### EXERCISE DIRECTIONS:
Leave the pictures out and transcribe every record exactly.

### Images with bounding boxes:
'''
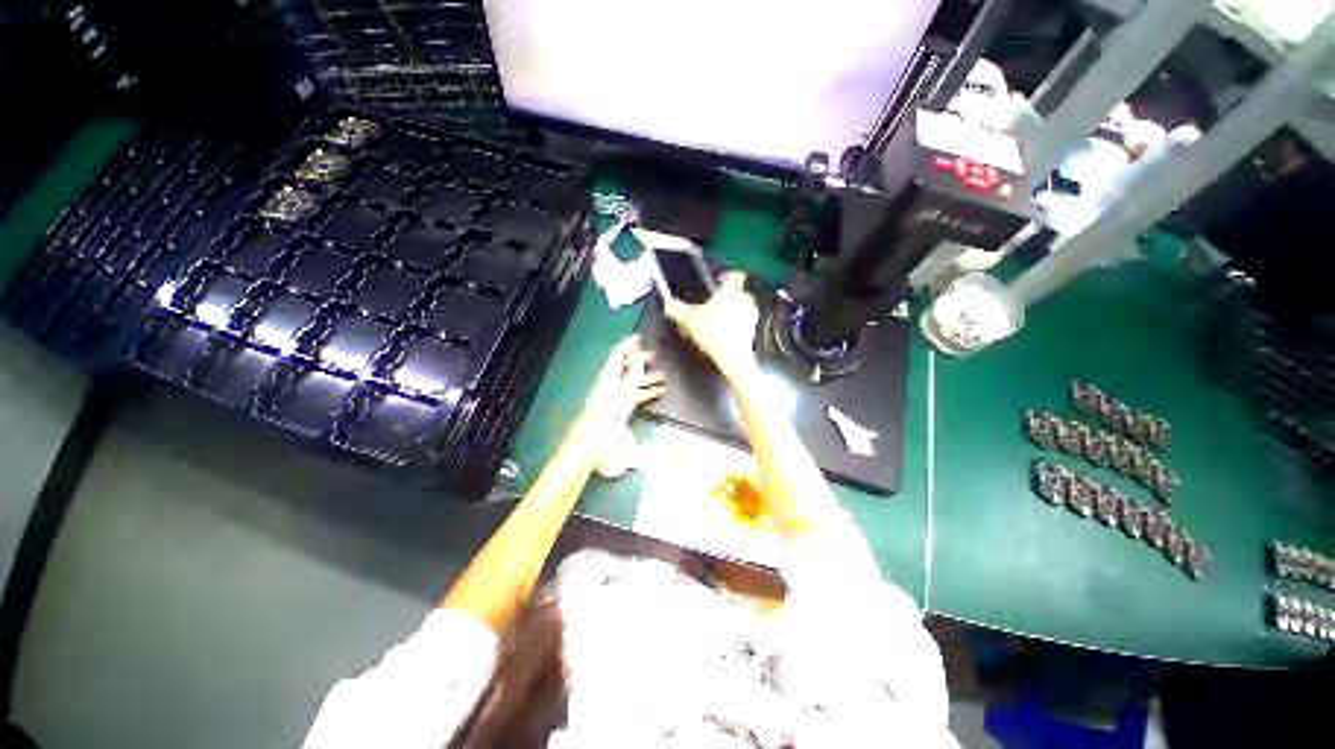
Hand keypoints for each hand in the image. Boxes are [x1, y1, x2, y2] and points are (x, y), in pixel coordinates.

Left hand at [574, 335, 665, 457]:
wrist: (596, 440)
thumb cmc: (611, 412)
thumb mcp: (626, 389)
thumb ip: (633, 370)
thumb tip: (635, 352)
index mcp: (609, 375)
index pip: (617, 354)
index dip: (628, 344)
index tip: (639, 337)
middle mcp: (609, 383)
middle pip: (625, 367)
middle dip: (639, 361)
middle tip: (654, 356)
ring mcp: (613, 396)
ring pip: (631, 382)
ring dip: (646, 378)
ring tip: (663, 377)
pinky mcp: (616, 408)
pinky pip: (632, 395)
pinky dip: (645, 392)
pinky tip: (658, 394)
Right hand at [664, 272, 759, 381]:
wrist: (733, 356)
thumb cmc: (713, 334)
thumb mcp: (689, 321)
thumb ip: (677, 310)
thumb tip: (667, 304)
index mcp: (730, 291)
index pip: (735, 275)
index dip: (726, 276)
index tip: (718, 282)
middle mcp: (744, 299)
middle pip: (734, 293)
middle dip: (722, 300)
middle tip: (708, 310)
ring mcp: (751, 314)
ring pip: (738, 307)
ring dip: (728, 312)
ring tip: (713, 323)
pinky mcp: (753, 327)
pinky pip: (742, 320)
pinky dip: (733, 324)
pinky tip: (722, 334)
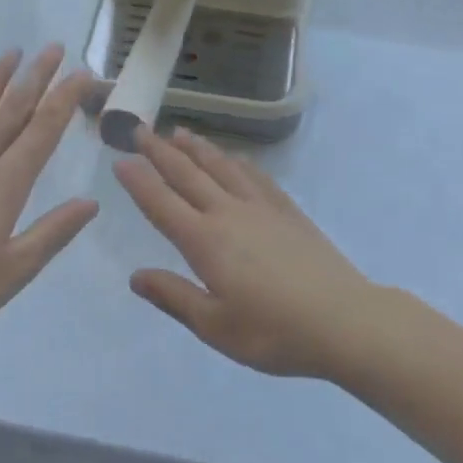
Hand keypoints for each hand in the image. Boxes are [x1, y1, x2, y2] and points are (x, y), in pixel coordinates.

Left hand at [0, 46, 98, 364]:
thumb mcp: (13, 272)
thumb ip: (53, 233)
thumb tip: (91, 202)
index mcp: (5, 184)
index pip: (43, 130)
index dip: (65, 98)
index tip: (82, 72)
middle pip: (12, 109)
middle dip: (36, 76)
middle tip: (54, 47)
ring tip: (12, 52)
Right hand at [115, 128, 374, 377]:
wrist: (343, 319)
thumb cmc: (273, 332)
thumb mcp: (216, 327)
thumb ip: (174, 297)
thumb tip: (135, 276)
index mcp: (206, 241)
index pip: (163, 204)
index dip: (139, 181)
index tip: (120, 160)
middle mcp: (229, 213)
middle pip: (188, 174)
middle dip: (160, 151)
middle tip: (140, 129)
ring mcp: (261, 206)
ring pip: (221, 166)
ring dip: (197, 148)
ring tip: (178, 132)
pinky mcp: (287, 209)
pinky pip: (255, 175)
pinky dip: (236, 161)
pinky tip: (233, 157)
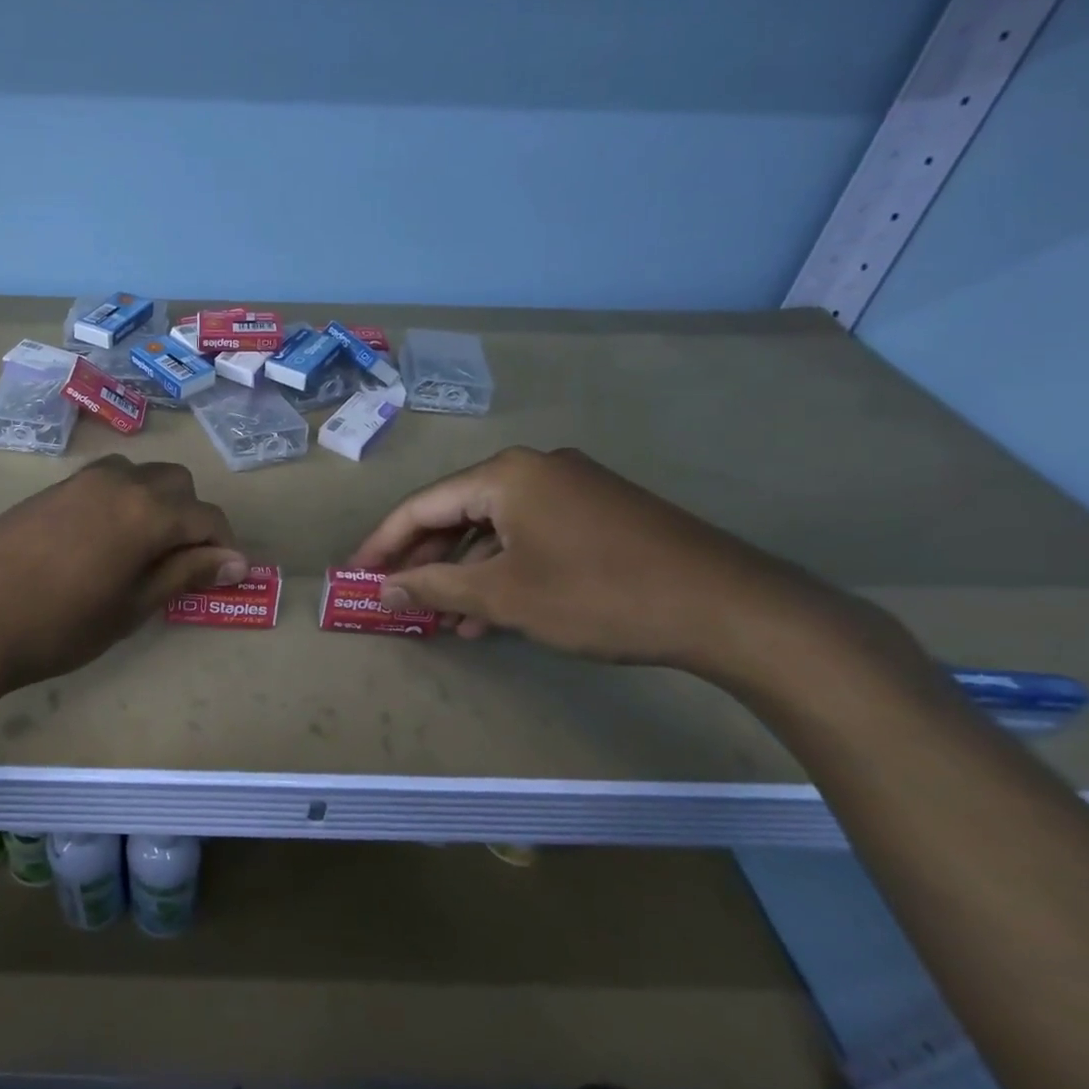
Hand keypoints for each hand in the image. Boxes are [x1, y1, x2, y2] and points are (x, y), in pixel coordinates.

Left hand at [0, 456, 245, 691]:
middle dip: (190, 517)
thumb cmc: (58, 624)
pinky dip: (120, 502)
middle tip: (179, 564)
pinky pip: (104, 483)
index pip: (206, 517)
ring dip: (154, 503)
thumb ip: (184, 575)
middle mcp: (120, 481)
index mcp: (147, 510)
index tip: (223, 576)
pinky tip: (99, 543)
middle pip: (176, 483)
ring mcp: (81, 480)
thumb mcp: (131, 607)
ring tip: (139, 551)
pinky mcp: (51, 488)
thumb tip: (235, 561)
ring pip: (139, 476)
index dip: (222, 546)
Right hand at [350, 446, 827, 674]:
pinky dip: (505, 571)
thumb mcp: (505, 596)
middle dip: (425, 560)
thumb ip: (436, 587)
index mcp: (505, 475)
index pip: (422, 506)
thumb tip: (385, 587)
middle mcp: (534, 469)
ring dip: (465, 572)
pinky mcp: (600, 513)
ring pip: (495, 529)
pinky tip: (492, 614)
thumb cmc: (599, 594)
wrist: (731, 608)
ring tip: (442, 618)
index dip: (383, 542)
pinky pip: (530, 537)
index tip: (357, 574)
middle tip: (397, 597)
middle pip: (457, 513)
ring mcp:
'''
### WRITTEN SOLUTION:
Hand keypoints for each hand in the image. Boxes are [x1, y1, x2, y2] and points are (x, y), in pixel coordinates.

Left hand at [574, 335, 665, 457]:
wrist: (596, 440)
thumb cmc: (611, 412)
thumb mcp: (626, 389)
thumb ip: (633, 370)
thumb tip: (635, 352)
index mcp: (609, 375)
index pip: (617, 354)
index dip: (628, 344)
index tip: (639, 337)
middle mcp: (609, 383)
middle pip: (625, 367)
middle dip: (639, 361)
middle tip: (654, 356)
ring mcp: (613, 396)
ring pip: (631, 382)
ring dip: (646, 378)
ring tip: (663, 377)
pinky mcp: (616, 408)
pinky pip: (632, 395)
pinky dip: (645, 392)
pinky tip: (658, 394)
Right hand at [664, 272, 759, 381]:
wrist: (733, 356)
thumb cmc: (713, 334)
thumb mcp: (689, 321)
thumb ip: (677, 310)
thumb tip: (667, 304)
index mcp: (730, 291)
index pip: (735, 275)
index dip: (726, 276)
index tip: (718, 282)
middle mcp: (744, 299)
middle pip: (734, 293)
middle dip: (722, 300)
middle tip: (708, 310)
ring mcp: (751, 314)
ring pip: (738, 307)
ring dip: (728, 312)
ring tip: (713, 323)
pinky mcp: (753, 327)
pinky pip: (742, 320)
pinky dip: (733, 324)
pinky tip: (722, 334)
Hand keypoints for each hand in the image. Boxes are [x1, y1, x2, y2] and points are (x, y), in pixel coordinates.

Left hand at [0, 46, 98, 364]:
thumb mcp: (13, 272)
thumb ip: (53, 233)
thumb tip: (91, 202)
index mcp: (5, 184)
index pip: (43, 130)
index dip: (65, 98)
index tip: (82, 72)
middle pip: (12, 109)
middle dip: (36, 76)
middle tip: (54, 47)
ring tip: (12, 52)
Right hand at [115, 128, 374, 377]:
wrist: (343, 319)
thumb cmc: (273, 332)
thumb mcp: (216, 327)
thumb ip: (174, 297)
thumb tip: (135, 276)
index mcp: (206, 241)
index pip: (163, 204)
index dip: (139, 181)
index tip: (120, 160)
middle mcp: (229, 213)
middle pip: (188, 174)
middle dip: (160, 151)
middle tip: (140, 129)
ring mcp: (261, 206)
ring pip: (221, 166)
ring dip: (197, 148)
ring tip: (178, 132)
pinky mcp: (287, 209)
pinky pip: (255, 175)
pinky dip: (236, 161)
pinky tip: (233, 157)
Hand keypoints for each hand in the image. Boxes are [x1, y1, x2, y2] and points are (x, y), in pixel coordinates.

Left hand at [0, 456, 245, 691]:
middle dip: (190, 517)
thumb cmc: (58, 624)
pinky dip: (120, 502)
middle tip: (179, 564)
pinky pip: (104, 483)
index pip: (206, 517)
ring dip: (154, 503)
thumb ip: (184, 575)
middle mcp: (120, 481)
index mcp: (147, 510)
index tip: (223, 576)
pinky tip: (99, 543)
middle pip: (176, 483)
ring mcp: (81, 480)
thumb mcp: (131, 607)
ring tip: (139, 551)
pinky mcp: (51, 488)
thumb tip: (235, 561)
ring pip: (139, 476)
index dip: (222, 546)
Right hand at [350, 446, 827, 674]:
pinky dip: (505, 571)
thumb mcp: (505, 596)
middle dip: (425, 560)
thumb ip: (436, 587)
index mcp: (505, 475)
index pip: (422, 506)
thumb tip: (385, 587)
middle mcp: (534, 469)
ring dip: (465, 572)
pinky mcp: (600, 513)
ring pip: (495, 529)
pinky tip: (492, 614)
thumb cmc: (599, 594)
wrist: (731, 608)
ring tip: (442, 618)
index dip: (383, 542)
pinky pip: (530, 537)
index tip: (357, 574)
middle tip: (397, 597)
middle pip: (457, 513)
ring mcp:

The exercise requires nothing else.